Russia's top diplomat says Moscow doesn't 'want wars' but warns 'we also won't allow our interests to be rudely trampled'
- Russia's top diplomat warned that Moscow would not permit its "interests to be rudely trampled."
- This came as Putin complained that the West didn't address his key concerns surrounding Ukraine tensions.
Russian Foreign Minister Sergey Lavrov on Friday said Russia is not pursuing war, despite the fact that it's gathered tens of thousands of troops along Ukraine's border.
"If it depends on Russia, then there will be no war. We don't want wars. But we also won't allow our interests to be rudely trampled, to be ignored," Lavrov told Russian radio stations, per Reuters.
Lavrov's comments came as Russian President Vladimir Putin complained that the US and NATO had not addressed his central concerns in terms of Moscow's demands for binding security guarantees. Russia has insisted, among other things, that Ukraine and Georgia be banned from ever joining NATO. But the alliance and Washington have made it clear that this demand is a non-starter.

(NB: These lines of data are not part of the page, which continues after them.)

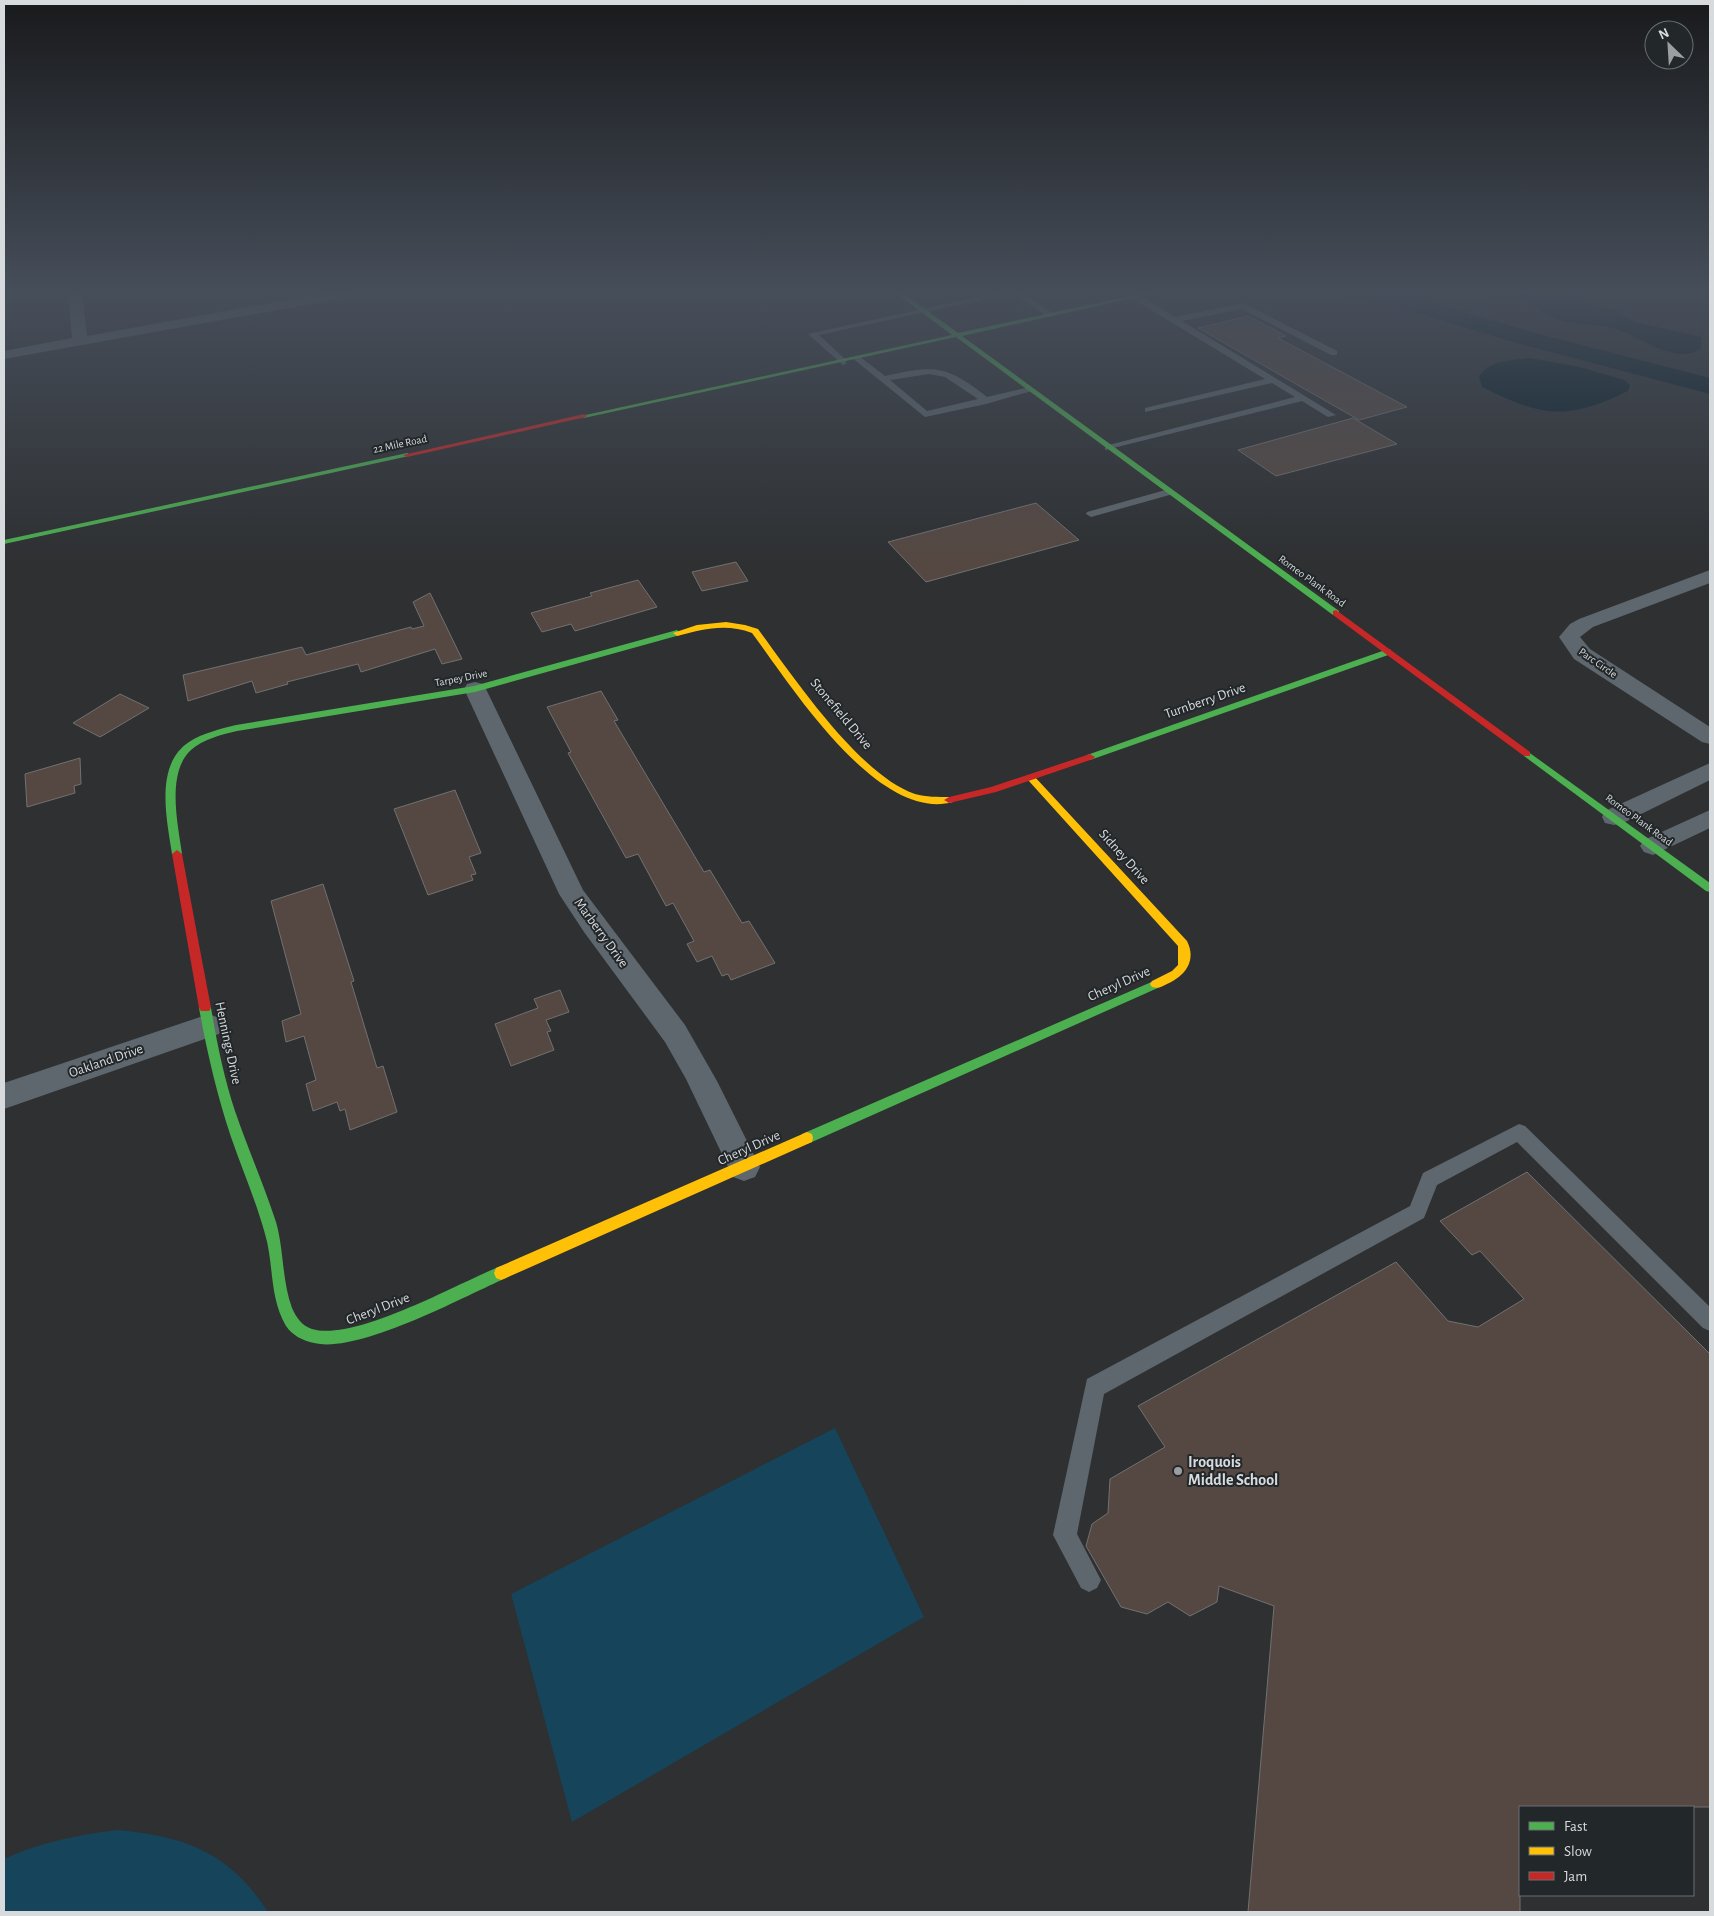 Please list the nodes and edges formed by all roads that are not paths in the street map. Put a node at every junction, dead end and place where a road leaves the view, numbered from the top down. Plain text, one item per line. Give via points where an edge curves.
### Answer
1 (749, 382) edge
2 (888, 382) edge
3 (963, 382) edge
4 (1019, 382) edge
5 (1263, 382) edge
6 (1277, 382) edge
7 (1030, 390) junction
8 (1303, 398) junction
9 (986, 401) junction
10 (1148, 410) dead end
11 (1331, 415) dead end
12 (1109, 448) junction
13 (1169, 492) junction
14 (1091, 514) dead end
15 (4, 542) edge
16 (1710, 576) edge
17 (731, 623) joint
18 (1388, 652) junction
19 (475, 689) junction
20 (1710, 737) edge
21 (192, 744) joint
22 (1710, 771) edge
23 (1032, 778) junction
24 (1614, 817) junction
25 (1710, 818) edge
26 (1653, 846) junction
27 (1710, 888) edge
28 (1187, 960) joint
29 (209, 1026) junction
30 (4, 1096) edge
31 (744, 1167) junction
32 (1710, 1320) edge
33 (312, 1338) joint
34 (1089, 1580) dead end

1 - 15 street, 22 Mile Road
2 - 9 lane via 925,414
3 - 9 lane
4 - 7 street, Romeo Plank Road
5 - 10 lane
6 - 8 lane
7 - 9 lane
7 - 12 street, Romeo Plank Road
8 - 11 lane
8 - 12 lane
12 - 13 street, Romeo Plank Road
13 - 14 lane
13 - 18 street, Romeo Plank Road
16 - 20 street, Parc Circle via 1586,623 1570,637 1582,654
17 - 19 street, Tarpey Drive via 703,626
17 - 23 street, Stonefield Drive via 743,624 755,631 843,743 880,776 910,796 925,800 958,799
18 - 23 street, Turnberry Drive
18 - 24 street, Romeo Plank Road
19 - 21 street, Tarpey Drive via 236,728 212,734
19 - 31 street, Marberry Drive via 572,894 664,1016 687,1054
21 - 29 street, Hennings Drive via 175,764 174,820
22 - 24 street
23 - 28 street, Sidney Drive via 1183,944
24 - 26 street, Romeo Plank Road
25 - 26 street
26 - 27 street, Romeo Plank Road
28 - 31 street, Cheryl Drive via 1184,969 1175,976
29 - 30 street, Oakland Drive
29 - 33 street, Hennings Drive via 227,1108 273,1238 284,1304 293,1324
31 - 33 street, Cheryl Drive via 364,1333 338,1340
32 - 34 lane via 1519,1132 1430,1179 1416,1212 1095,1387 1065,1535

The US and NATO delivered written responses to Putin's demands this week, which remain confidential. But both US Secretary of State Antony Blinken and NATO Secretary-General Jens Stoltenberg underscored that the responses did not make concessions on the alliance's open-door policy.
"The US and NATO responses did not address Russia's fundamental concerns such as stopping NATO expansion...or rolling NATO's military capacity and infrastructure in Europe back," the Kremlin said in a readout of a call between Putin and French President Emmanuel Macron on Friday.

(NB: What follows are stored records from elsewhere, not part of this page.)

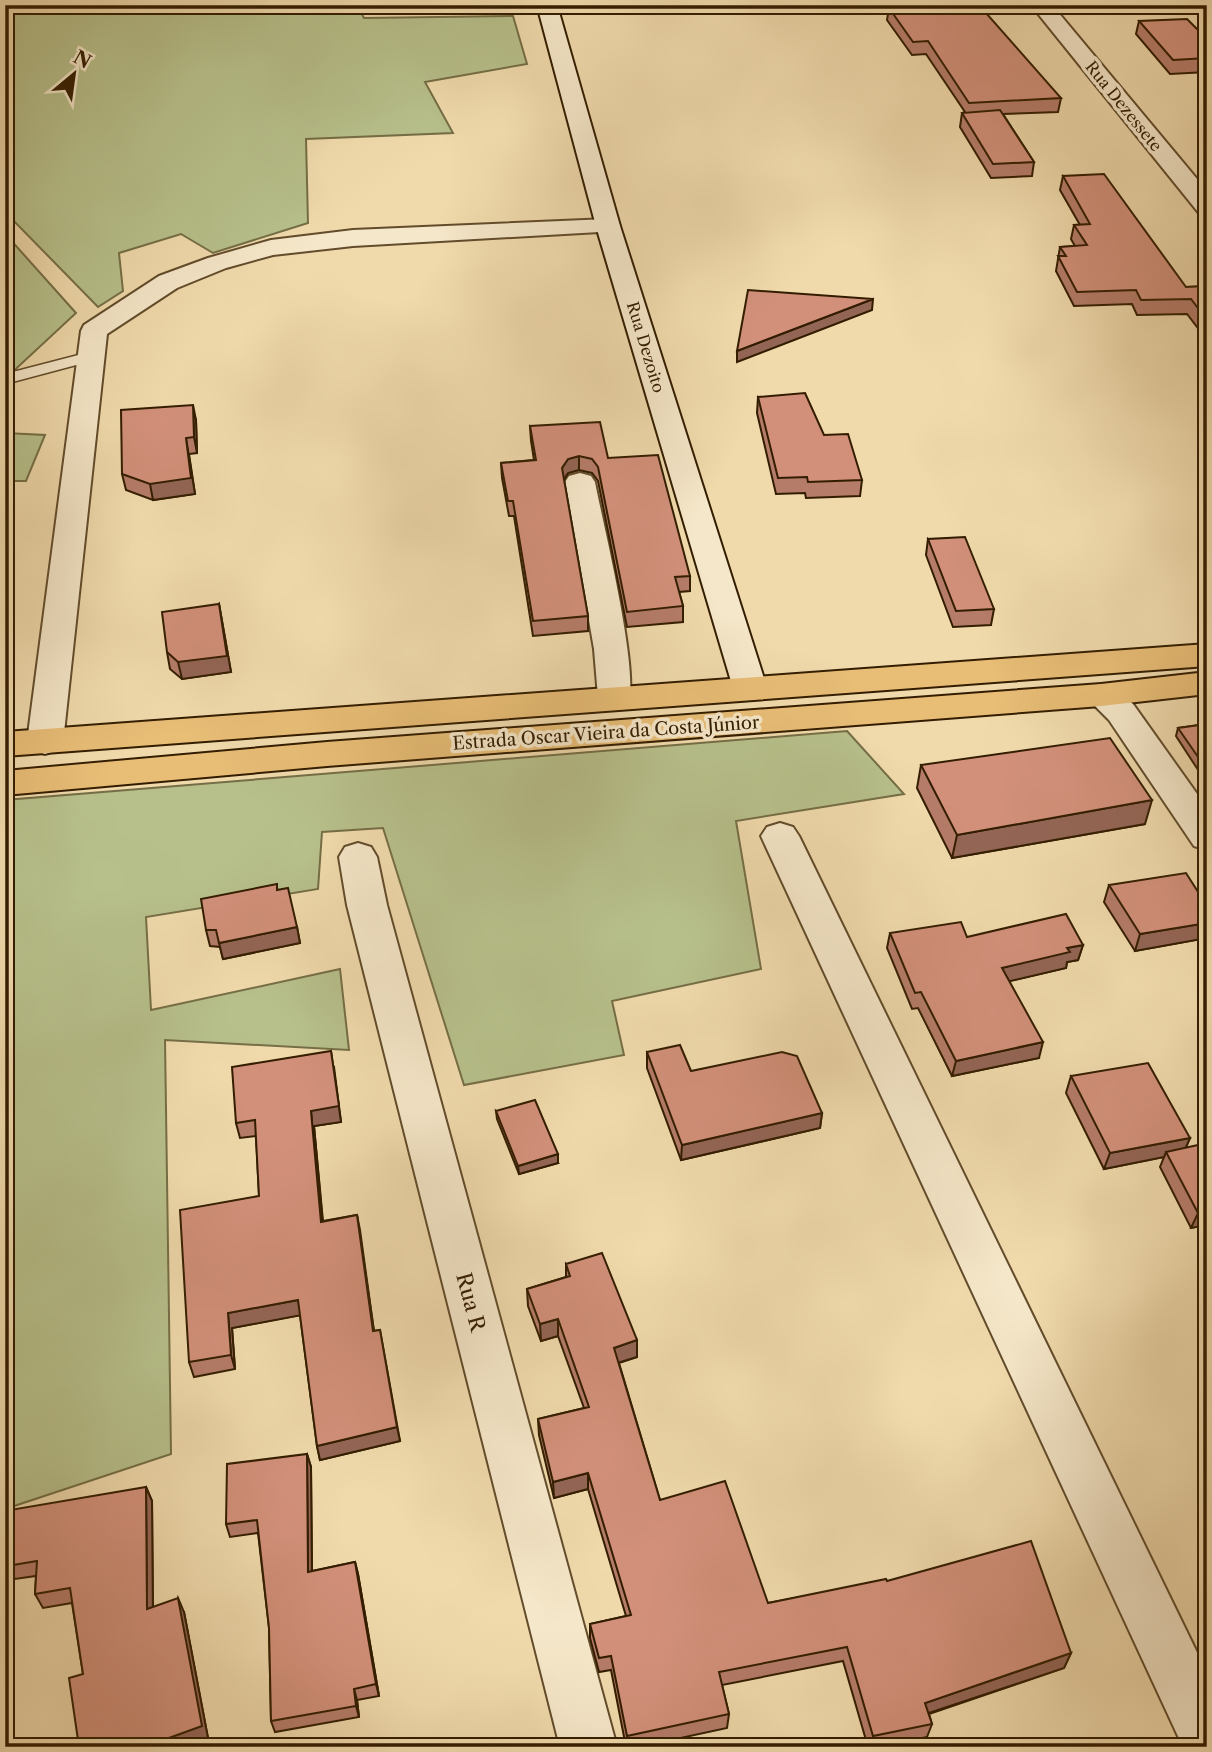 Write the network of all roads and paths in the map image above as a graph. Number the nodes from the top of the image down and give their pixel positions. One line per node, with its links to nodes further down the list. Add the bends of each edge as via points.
1 (547, 5): 4 (street, Rua Dezoito)
2 (1041, 5): 3 (street, Rua Dezessete)
3 (1207, 207)
4 (608, 226): 5 (street, via 353,238 271,248 217,263 157,289 94,331); 10 (street, Rua Dezoito)
5 (90, 357): 6 (lane); 13 (street)
6 (5, 379)
7 (580, 482): 12 (street, via 611,649)
8 (1207, 655): 10 (main road, Estrada Oscar Vieira da Costa Júnior)
9 (1207, 683): 11 (main road, Estrada Oscar Vieira da Costa Júnior)
10 (750, 688): 12 (main road, Estrada Oscar Vieira da Costa Júnior)
11 (1101, 695): 15 (main road, Estrada Oscar Vieira da Costa Júnior); 17 (street, via 1121,712)
12 (615, 696): 13 (main road, Estrada Oscar Vieira da Costa Júnior)
13 (45, 742): 14 (main road, Estrada Oscar Vieira da Costa Júnior)
14 (5, 744)
15 (5, 783)
16 (780, 836): 19 (street)
17 (1207, 837)
18 (358, 857): 20 (street, Rua R)
19 (1207, 1735)
20 (589, 1747)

Russia will "carefully study the written responses to the draft agreements on security guarantees received from the United States and NATO on January 26, after which it would decide on further action," the Kremlin added.
The Kremlin has repeatedly claimed it has no plans to invade Ukraine, even as it refuses calls to withdraw troops from the border. Russia invaded Ukraine in 2014, annexing Crimea in the process. Since that year, the Kremlin has supported rebels in a war against Ukrainian forces in the country's eastern Donbass region.

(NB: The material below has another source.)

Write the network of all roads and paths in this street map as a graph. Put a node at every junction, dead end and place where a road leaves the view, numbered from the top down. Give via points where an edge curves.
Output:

The US has warned that a Russian invasion of Ukraine could be imminent, though Ukrainian President Volodymyr Zelensky has taken a different tone and urged the West against inducing "panic."
"We don't need panic," Zelensky told reporters on Friday, warning that talk of an imminent invasion was risking the destabilization of the Ukrainian economy, BBC news reported. "There are signals even from respected leaders of states, they just say that tomorrow there will be war. This is panic — how much does it cost for our state?"